◆ **Your goal**
State only how many lines below include the string "dead".

◆ **Provided records**
--- START ---

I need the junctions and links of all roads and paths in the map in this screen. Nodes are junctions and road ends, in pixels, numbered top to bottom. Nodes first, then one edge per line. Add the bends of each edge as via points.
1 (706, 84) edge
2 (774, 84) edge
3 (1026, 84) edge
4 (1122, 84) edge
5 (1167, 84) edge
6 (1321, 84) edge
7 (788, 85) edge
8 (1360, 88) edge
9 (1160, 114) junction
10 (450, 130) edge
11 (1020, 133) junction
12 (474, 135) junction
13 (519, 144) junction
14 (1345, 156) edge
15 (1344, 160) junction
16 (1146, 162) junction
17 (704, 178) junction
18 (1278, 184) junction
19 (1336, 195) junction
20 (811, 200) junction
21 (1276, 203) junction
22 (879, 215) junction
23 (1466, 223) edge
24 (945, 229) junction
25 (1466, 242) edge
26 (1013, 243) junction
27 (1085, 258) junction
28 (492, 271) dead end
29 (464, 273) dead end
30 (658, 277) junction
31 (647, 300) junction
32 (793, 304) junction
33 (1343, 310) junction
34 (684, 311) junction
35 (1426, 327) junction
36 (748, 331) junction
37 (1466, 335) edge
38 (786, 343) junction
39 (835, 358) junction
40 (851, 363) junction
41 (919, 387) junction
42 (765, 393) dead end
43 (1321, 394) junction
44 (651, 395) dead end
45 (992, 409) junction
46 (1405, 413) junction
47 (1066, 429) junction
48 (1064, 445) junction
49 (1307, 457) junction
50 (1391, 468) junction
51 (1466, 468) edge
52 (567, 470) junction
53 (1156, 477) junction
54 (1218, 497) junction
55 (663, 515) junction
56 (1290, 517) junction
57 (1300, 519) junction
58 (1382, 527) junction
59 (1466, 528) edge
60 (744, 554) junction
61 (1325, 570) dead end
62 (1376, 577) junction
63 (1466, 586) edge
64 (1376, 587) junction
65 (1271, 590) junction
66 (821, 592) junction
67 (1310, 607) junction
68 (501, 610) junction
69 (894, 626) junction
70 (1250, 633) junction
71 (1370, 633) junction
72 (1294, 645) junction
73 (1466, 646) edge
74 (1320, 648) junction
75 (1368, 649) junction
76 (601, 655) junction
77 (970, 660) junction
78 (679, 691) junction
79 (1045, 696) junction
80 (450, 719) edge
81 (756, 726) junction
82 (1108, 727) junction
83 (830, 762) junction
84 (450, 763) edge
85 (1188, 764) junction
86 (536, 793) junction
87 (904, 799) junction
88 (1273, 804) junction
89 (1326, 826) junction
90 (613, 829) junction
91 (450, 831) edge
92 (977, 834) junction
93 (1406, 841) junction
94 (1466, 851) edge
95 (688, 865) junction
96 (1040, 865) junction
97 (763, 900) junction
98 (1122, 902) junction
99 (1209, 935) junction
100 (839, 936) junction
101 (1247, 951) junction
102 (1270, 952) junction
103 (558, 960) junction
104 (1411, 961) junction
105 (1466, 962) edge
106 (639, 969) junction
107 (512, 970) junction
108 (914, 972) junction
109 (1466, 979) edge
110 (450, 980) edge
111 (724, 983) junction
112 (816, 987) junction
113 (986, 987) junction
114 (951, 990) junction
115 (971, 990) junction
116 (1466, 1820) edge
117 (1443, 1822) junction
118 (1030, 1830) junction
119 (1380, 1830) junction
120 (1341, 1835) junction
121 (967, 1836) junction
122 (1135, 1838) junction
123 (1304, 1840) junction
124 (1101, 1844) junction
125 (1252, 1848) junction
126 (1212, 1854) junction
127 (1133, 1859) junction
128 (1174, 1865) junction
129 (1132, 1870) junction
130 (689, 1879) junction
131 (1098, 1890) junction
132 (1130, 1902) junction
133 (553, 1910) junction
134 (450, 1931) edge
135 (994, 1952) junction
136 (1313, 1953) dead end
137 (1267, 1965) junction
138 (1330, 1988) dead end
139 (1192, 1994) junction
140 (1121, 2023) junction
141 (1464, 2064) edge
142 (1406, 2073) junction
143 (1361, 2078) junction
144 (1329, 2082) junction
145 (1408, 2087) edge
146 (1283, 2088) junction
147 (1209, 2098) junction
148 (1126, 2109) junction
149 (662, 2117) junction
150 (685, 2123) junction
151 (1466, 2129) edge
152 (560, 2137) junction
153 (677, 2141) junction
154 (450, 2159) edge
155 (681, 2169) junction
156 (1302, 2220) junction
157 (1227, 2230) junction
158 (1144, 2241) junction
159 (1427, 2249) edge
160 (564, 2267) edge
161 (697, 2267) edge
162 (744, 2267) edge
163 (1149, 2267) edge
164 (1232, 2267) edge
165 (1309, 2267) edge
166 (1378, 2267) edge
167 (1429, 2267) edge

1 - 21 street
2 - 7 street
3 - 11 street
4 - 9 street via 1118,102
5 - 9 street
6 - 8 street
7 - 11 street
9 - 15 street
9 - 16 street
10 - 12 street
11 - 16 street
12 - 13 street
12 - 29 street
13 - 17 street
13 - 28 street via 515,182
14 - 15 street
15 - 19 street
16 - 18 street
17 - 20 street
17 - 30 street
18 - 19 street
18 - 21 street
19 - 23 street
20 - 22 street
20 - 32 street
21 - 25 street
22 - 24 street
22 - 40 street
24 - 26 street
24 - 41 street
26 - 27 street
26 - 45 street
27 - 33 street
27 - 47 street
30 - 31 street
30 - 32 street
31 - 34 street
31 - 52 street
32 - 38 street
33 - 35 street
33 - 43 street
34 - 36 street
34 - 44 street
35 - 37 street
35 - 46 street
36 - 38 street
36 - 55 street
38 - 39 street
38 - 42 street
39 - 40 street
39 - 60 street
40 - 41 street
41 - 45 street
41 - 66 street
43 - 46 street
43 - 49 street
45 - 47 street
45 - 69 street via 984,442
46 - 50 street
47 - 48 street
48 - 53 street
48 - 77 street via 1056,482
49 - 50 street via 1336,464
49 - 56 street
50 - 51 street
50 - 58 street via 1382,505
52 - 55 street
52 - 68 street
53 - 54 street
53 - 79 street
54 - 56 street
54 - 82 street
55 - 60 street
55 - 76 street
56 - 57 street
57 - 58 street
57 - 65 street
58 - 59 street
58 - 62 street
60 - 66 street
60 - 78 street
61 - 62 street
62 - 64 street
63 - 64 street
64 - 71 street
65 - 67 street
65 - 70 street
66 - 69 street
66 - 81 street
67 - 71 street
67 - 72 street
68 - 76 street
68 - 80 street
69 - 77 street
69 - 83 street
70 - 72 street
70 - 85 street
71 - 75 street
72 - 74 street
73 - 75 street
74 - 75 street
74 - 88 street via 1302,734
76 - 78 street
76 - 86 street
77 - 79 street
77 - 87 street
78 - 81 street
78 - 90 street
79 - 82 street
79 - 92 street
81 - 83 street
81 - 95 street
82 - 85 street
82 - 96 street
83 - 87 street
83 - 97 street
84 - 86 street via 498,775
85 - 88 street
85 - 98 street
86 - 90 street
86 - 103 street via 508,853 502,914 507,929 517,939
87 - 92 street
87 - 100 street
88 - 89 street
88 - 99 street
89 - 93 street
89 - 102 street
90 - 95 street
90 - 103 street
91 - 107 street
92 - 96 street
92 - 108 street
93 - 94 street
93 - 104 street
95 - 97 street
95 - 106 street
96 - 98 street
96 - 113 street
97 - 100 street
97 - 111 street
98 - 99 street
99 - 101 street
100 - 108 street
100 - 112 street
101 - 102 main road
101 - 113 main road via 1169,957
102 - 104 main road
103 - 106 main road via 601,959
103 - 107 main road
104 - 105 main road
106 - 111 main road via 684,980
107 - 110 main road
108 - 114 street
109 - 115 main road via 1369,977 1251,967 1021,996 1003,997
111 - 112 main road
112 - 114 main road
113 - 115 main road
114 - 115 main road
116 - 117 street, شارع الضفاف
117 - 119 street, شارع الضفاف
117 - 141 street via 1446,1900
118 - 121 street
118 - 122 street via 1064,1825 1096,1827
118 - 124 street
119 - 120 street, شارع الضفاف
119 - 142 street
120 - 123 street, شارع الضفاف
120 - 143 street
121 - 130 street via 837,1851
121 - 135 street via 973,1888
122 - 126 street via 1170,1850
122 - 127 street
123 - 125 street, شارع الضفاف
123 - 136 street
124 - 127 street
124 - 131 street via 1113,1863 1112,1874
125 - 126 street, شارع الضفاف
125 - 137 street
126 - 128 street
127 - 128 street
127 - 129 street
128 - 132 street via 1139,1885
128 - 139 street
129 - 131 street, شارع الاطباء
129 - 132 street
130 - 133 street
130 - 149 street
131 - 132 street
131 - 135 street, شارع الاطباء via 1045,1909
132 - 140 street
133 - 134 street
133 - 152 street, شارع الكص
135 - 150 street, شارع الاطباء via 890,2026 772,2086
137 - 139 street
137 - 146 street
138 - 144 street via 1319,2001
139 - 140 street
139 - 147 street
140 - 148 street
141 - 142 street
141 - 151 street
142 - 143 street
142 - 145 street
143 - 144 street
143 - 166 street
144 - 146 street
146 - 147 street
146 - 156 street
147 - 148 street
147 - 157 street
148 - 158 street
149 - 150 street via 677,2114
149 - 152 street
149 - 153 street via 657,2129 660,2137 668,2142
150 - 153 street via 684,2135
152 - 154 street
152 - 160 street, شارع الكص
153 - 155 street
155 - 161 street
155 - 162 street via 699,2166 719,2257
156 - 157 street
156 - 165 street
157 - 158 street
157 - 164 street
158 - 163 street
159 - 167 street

--- END ---

◆ **Reply to the exercise**
7